While certainly getting ride of your Exchange server online and up to 15 versions of Office for your users on different devices is a massive ROI, but the Cloud is a lot more than just reduced cost in old IT services, it opens up new IT possibility.

And to embrace this there are 5 tools in Office 365, and my opinion on if they are of value or not.

  1. OneNote Notebooks are an obvious new web application, essentially they are simple concept, a electronic notebook that you can post any time of information, that you can link to meetings, you can share and link from many devices.   OneNote is Microsoft tool in this and it is so much more than just a new kind of Word. Think of it as Word 2.0. You can not only take notes but you can also share notes. If you do a Skype for business you can share a page from OneNote among the members and OneNote will even tell you who participated in the meeting. OneNote will like with Outlook so email invites and notifications with a OneNote page will update automatically.
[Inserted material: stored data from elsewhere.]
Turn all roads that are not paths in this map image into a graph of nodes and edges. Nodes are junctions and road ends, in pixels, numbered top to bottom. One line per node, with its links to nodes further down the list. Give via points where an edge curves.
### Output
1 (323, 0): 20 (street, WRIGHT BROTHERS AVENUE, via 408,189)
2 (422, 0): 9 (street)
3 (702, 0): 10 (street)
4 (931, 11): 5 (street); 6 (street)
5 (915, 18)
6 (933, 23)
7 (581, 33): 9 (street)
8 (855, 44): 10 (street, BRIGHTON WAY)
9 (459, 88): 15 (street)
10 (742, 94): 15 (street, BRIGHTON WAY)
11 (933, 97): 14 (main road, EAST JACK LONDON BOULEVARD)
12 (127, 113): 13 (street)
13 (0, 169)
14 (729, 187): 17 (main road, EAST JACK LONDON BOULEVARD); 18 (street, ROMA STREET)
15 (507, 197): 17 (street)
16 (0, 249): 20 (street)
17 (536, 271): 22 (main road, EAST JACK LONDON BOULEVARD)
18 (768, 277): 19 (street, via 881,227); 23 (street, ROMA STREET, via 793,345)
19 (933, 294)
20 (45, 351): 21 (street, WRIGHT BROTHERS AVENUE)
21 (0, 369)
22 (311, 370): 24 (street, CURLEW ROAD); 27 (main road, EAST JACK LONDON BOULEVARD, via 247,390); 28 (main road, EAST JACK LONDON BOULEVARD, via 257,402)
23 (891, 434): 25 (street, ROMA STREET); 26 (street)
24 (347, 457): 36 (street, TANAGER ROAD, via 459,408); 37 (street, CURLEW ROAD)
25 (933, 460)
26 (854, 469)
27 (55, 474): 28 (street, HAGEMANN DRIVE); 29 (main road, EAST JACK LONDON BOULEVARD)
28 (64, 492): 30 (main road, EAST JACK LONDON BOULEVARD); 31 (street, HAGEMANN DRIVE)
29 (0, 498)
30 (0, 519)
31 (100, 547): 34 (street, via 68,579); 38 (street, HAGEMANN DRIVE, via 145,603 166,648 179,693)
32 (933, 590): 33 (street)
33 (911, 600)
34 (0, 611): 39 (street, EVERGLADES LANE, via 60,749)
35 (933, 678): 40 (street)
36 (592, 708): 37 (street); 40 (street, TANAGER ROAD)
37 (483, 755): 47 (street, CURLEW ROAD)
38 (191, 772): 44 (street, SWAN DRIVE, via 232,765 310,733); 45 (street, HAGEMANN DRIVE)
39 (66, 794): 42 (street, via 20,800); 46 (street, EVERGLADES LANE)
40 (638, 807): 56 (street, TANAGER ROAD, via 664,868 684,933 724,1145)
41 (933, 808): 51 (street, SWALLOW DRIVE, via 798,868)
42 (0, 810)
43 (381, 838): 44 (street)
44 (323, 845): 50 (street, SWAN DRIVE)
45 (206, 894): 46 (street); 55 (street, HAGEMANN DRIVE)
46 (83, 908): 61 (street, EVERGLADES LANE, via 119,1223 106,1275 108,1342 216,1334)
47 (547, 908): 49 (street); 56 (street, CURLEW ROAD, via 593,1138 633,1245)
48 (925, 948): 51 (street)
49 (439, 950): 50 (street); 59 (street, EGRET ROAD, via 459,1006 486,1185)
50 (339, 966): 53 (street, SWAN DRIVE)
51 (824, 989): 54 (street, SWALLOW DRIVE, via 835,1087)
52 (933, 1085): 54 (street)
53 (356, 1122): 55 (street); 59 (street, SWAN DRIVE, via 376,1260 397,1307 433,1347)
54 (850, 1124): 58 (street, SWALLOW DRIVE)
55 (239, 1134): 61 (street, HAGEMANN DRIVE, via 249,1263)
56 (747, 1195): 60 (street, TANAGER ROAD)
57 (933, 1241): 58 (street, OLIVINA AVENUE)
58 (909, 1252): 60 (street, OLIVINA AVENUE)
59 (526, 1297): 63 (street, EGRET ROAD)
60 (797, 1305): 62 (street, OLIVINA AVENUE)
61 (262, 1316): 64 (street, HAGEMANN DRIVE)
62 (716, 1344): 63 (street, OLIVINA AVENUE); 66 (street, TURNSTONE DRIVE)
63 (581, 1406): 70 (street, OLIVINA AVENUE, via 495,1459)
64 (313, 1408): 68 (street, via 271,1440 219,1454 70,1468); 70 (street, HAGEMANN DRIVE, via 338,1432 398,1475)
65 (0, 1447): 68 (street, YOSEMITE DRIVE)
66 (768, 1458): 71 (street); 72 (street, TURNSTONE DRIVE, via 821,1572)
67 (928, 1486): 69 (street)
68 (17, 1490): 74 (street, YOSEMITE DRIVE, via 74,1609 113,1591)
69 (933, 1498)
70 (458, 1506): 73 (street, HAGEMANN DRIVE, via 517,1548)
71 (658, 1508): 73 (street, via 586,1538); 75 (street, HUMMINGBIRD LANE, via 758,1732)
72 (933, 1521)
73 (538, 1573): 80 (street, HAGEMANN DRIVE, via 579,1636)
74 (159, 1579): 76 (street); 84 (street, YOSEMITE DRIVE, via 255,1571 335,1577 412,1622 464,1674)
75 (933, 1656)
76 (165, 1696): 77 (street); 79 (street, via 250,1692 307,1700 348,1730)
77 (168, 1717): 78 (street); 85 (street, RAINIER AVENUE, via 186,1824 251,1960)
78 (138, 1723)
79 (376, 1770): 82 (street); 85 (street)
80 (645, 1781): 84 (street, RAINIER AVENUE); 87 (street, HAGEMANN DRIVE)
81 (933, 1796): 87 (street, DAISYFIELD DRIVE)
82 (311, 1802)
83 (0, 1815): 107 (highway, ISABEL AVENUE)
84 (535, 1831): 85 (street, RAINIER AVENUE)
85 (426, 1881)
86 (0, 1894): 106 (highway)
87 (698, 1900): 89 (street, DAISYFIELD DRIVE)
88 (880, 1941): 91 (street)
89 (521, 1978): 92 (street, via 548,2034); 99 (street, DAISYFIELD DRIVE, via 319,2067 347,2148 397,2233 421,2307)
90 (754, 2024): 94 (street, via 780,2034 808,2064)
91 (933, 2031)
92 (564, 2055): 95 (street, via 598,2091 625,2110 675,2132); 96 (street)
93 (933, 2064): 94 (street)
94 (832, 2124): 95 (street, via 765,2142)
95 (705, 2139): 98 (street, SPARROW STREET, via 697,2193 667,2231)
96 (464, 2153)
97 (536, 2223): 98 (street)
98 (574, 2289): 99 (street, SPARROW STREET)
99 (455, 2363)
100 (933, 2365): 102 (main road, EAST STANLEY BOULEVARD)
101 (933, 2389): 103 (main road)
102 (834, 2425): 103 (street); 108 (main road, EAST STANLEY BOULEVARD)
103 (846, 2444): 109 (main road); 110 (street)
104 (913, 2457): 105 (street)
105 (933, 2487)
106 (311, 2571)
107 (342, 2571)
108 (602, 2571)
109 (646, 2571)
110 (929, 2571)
  2. Delve Finally a real collaboration tool with real benefits. See the public slides and documents most shared and viewed by your close co-workers Delve is the ultimate collaboration system. It comes with Office 365 and lets you 'work like a network'.  If you are using your Office 365 tenant as a primary source of data storage Delve can vastly improve how well informed workers are about what is going on.
  3. Skype for Business. Skype for Business is an amazing tool, the problem is that its hard not to feel like it is a spy tool.  Workers are being watched by it constantly, if you print something out and review it for a half hour without touching your computer it goes grey.  What I see is that when people use Skype for Business, or any presence tool really, they start filling their calendars up with exaggerated to bull-shit meetings and other things to keep their Skype for Business looking busy.  I have learned to ignore the red and just phone people, most likely they are just calendar concealing what they are really doing.  To be valuable Skype needs to tell people if it is a good time to call or not, but being the worst ever spy tool is not a way of doing this.  This single one feature, if not re-assigned to give users more privacy, could doom the entire workload.  That is sad because having a seamless flow from VOIP, to conferences, to email to IM is amazing. 
  4. Sway, I have to be honest I don't get it. We need another PowerPoint tool? 
  5. PowerBI, its just a trimmed down version of Excel held in to the limits of HTML5.  I think you are better off learning PivotTables.